Faculty of Pure and Applied Mathematics, Hugo Steinhaus Center, Wroclaw University of Science and Technology, Wyspianskiego 27, 50-370 Wroclaw, Poland.
Institute of Mathematics, Jagiellonian University, S. Łojasiewicza 6, 30-348 Kraków, Poland.
Chaos. 2023 Jan;33(1):013128. doi: 10.1063/5.0111505.
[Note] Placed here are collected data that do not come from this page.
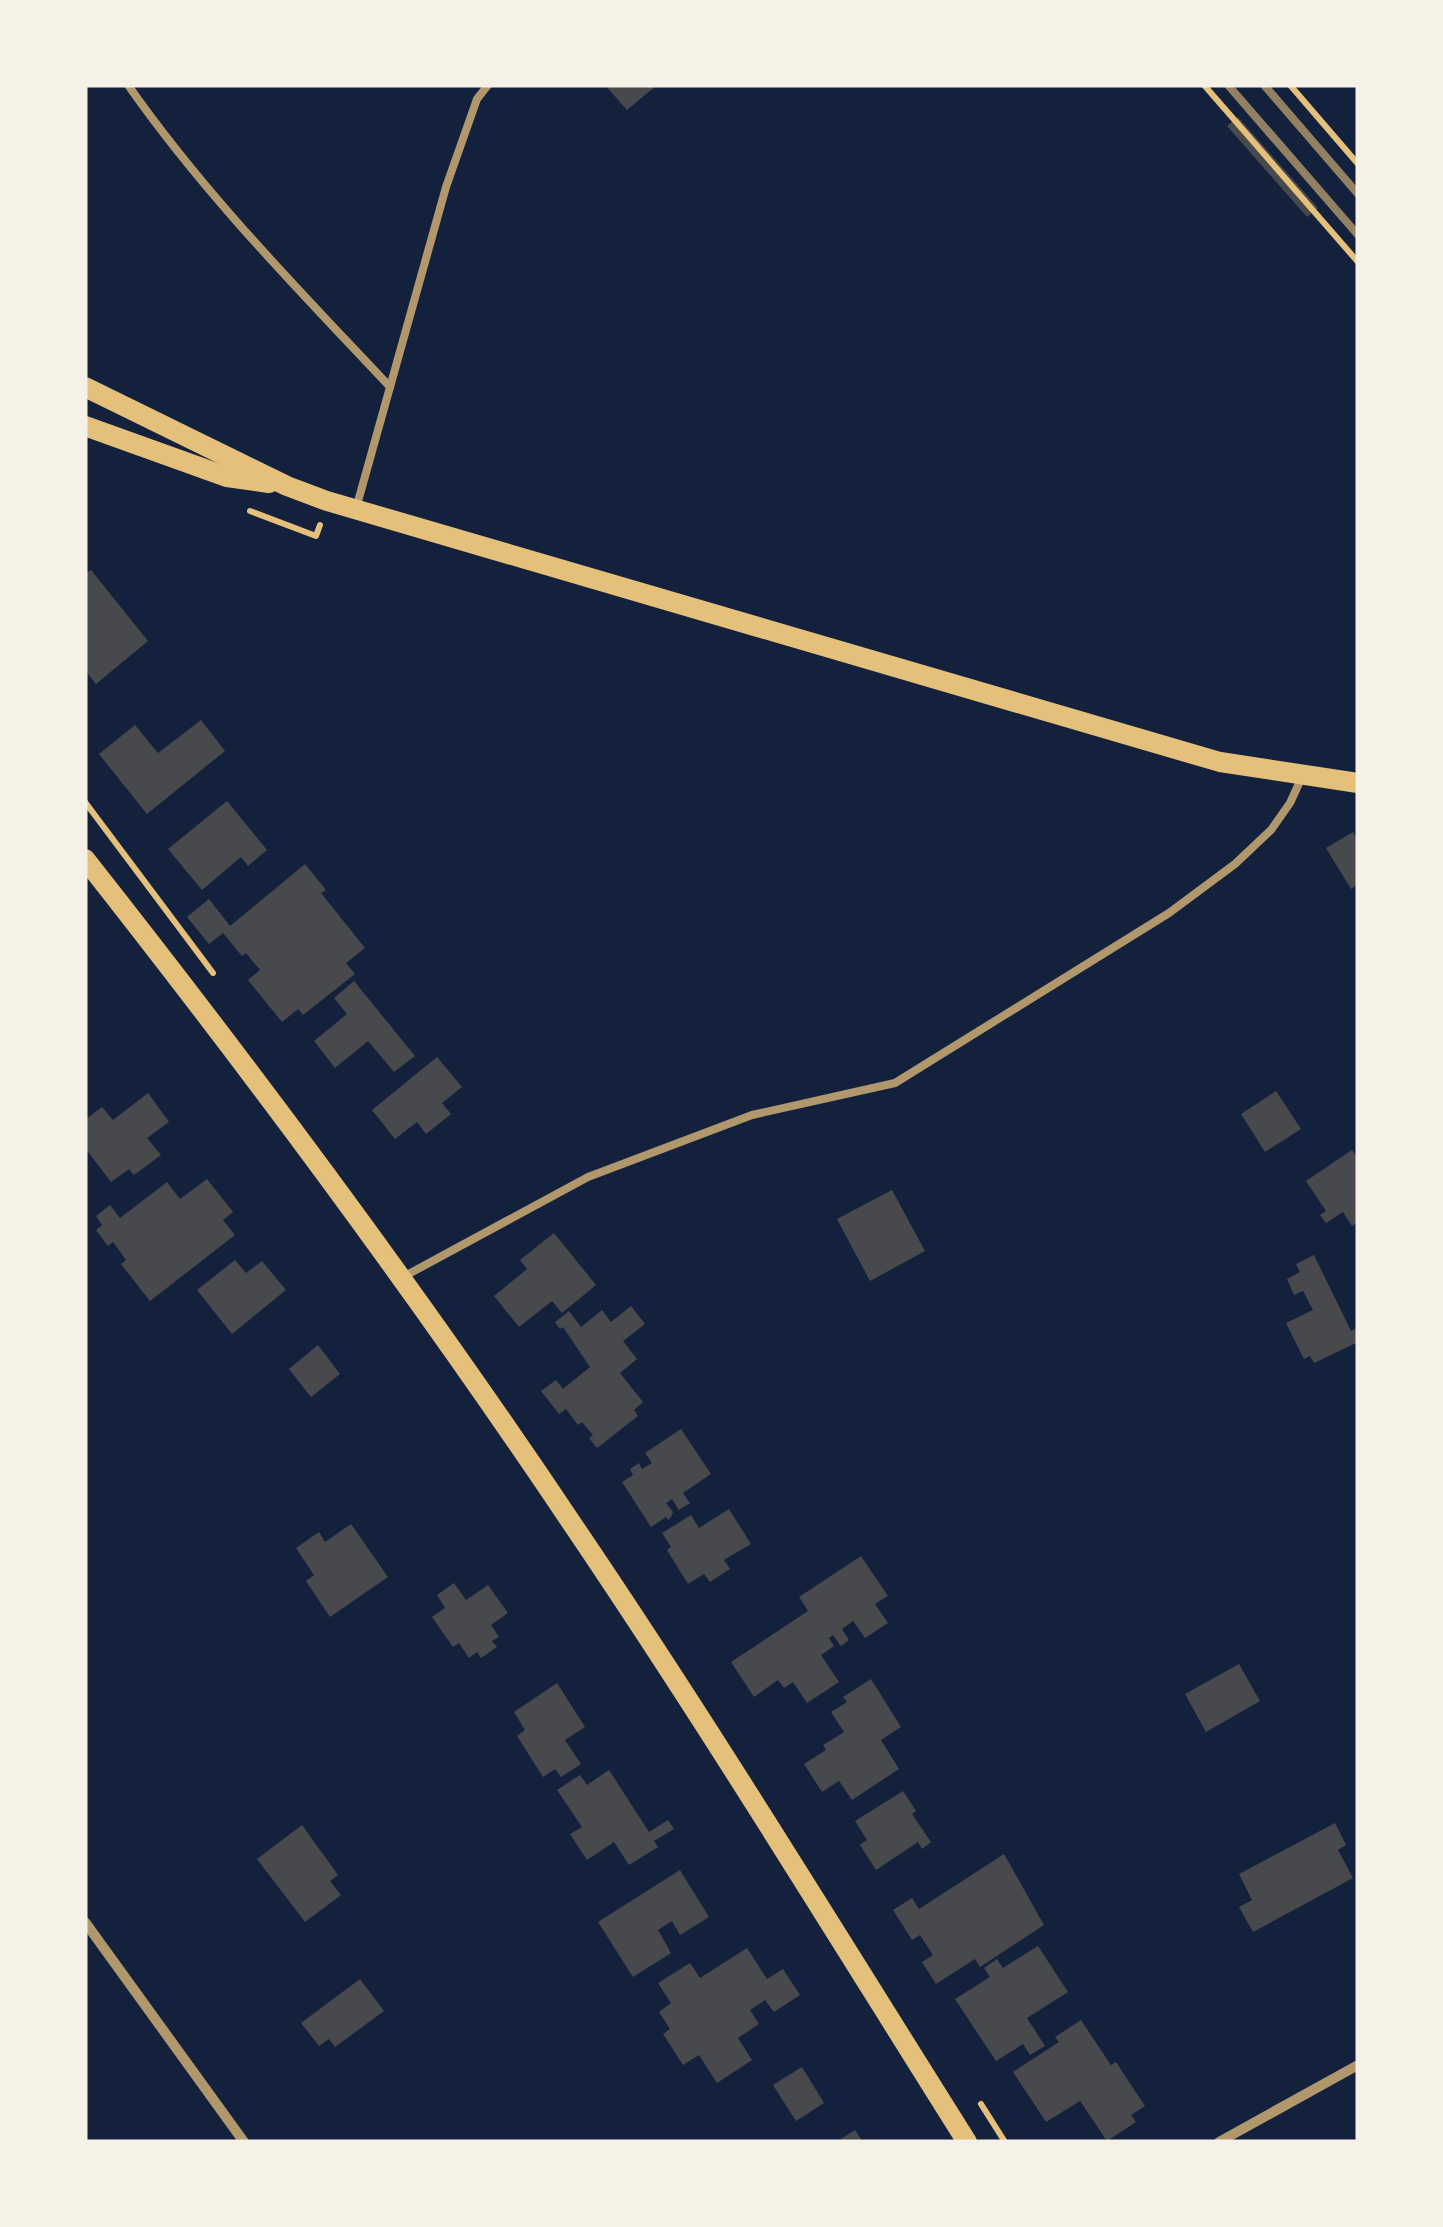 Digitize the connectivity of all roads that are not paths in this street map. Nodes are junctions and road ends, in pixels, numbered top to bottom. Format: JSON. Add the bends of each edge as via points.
{"nodes":[{"id":1,"x":128,"y":85,"type":"edge"},
{"id":2,"x":488,"y":85,"type":"edge"},
{"id":3,"x":85,"y":386,"type":"edge"},
{"id":4,"x":390,"y":388,"type":"junction"},
{"id":5,"x":85,"y":426,"type":"edge"},
{"id":6,"x":288,"y":486,"type":"junction"},
{"id":7,"x":356,"y":510,"type":"junction"},
{"id":8,"x":1302,"y":774,"type":"junction"},
{"id":9,"x":1358,"y":783,"type":"edge"},
{"id":10,"x":85,"y":859,"type":"edge"},
{"id":11,"x":401,"y":1278,"type":"junction"},
{"id":12,"x":85,"y":1922,"type":"edge"},
{"id":13,"x":1358,"y":2065,"type":"edge"},
{"id":14,"x":244,"y":2142,"type":"edge"},
{"id":15,"x":967,"y":2142,"type":"edge"},
{"id":16,"x":1218,"y":2142,"type":"edge"}],
"edges":[{"from":1,"to":4,"type":"lane","via":[[222,208]]},
{"from":2,"to":4,"type":"lane","via":[[446,187]]},
{"from":3,"to":6,"type":"main road"},
{"from":4,"to":7,"type":"lane"},
{"from":5,"to":6,"type":"main road","via":[[226,477]]},
{"from":6,"to":7,"type":"main road"},
{"from":7,"to":8,"type":"main road","via":[[1220,762]]},
{"from":8,"to":9,"type":"main road"},
{"from":8,"to":11,"type":"lane","via":[[1272,830],[1234,864],[1169,913],[895,1083],[752,1115],[588,1177]]},
{"from":10,"to":11,"type":"main road"},
{"from":11,"to":15,"type":"main road","via":[[577,1530]]},
{"from":12,"to":14,"type":"street"},
{"from":13,"to":16,"type":"street"}]}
In this paper, we introduce a novel framework that allows efficient stochastic process discrimination. The underlying test statistic is based on even empirical moments and generalizes the time-averaged mean-squared displacement framework; the test is designed to allow goodness-of-fit statistical testing of processes with stationary increments and a finite-moment distribution. In particular, while our test statistic is based on a simple and intuitive idea, it enables efficient discrimination between finite- and infinite-moment processes even if the underlying laws are relatively close to each other. This claim is illustrated via an extensive simulation study, e.g., where we confront α-stable processes with stability index close to 2 with their standard Gaussian equivalents. For completeness, we also show how to embed our methodology into the real data analysis by studying the real metal price data.
在本文中,我们引入了一种新颖的框架,允许有效的随机过程判别。基础的检验统计量基于偶数经验矩,并推广了时间平均均方位移框架;该检验旨在允许具有平稳增量和有限矩分布的过程进行拟合优度统计检验。特别地,虽然我们的检验统计量基于一个简单而直观的想法,但即使基础定律彼此相对接近,它也能够有效地区分有限和无限矩过程。这一说法通过广泛的模拟研究得到了说明,例如,我们将接近 2 的 α-稳定过程与标准高斯等效物进行对比。为了完整性,我们还通过研究真实的金属价格数据,展示了如何将我们的方法嵌入到实际数据分析中。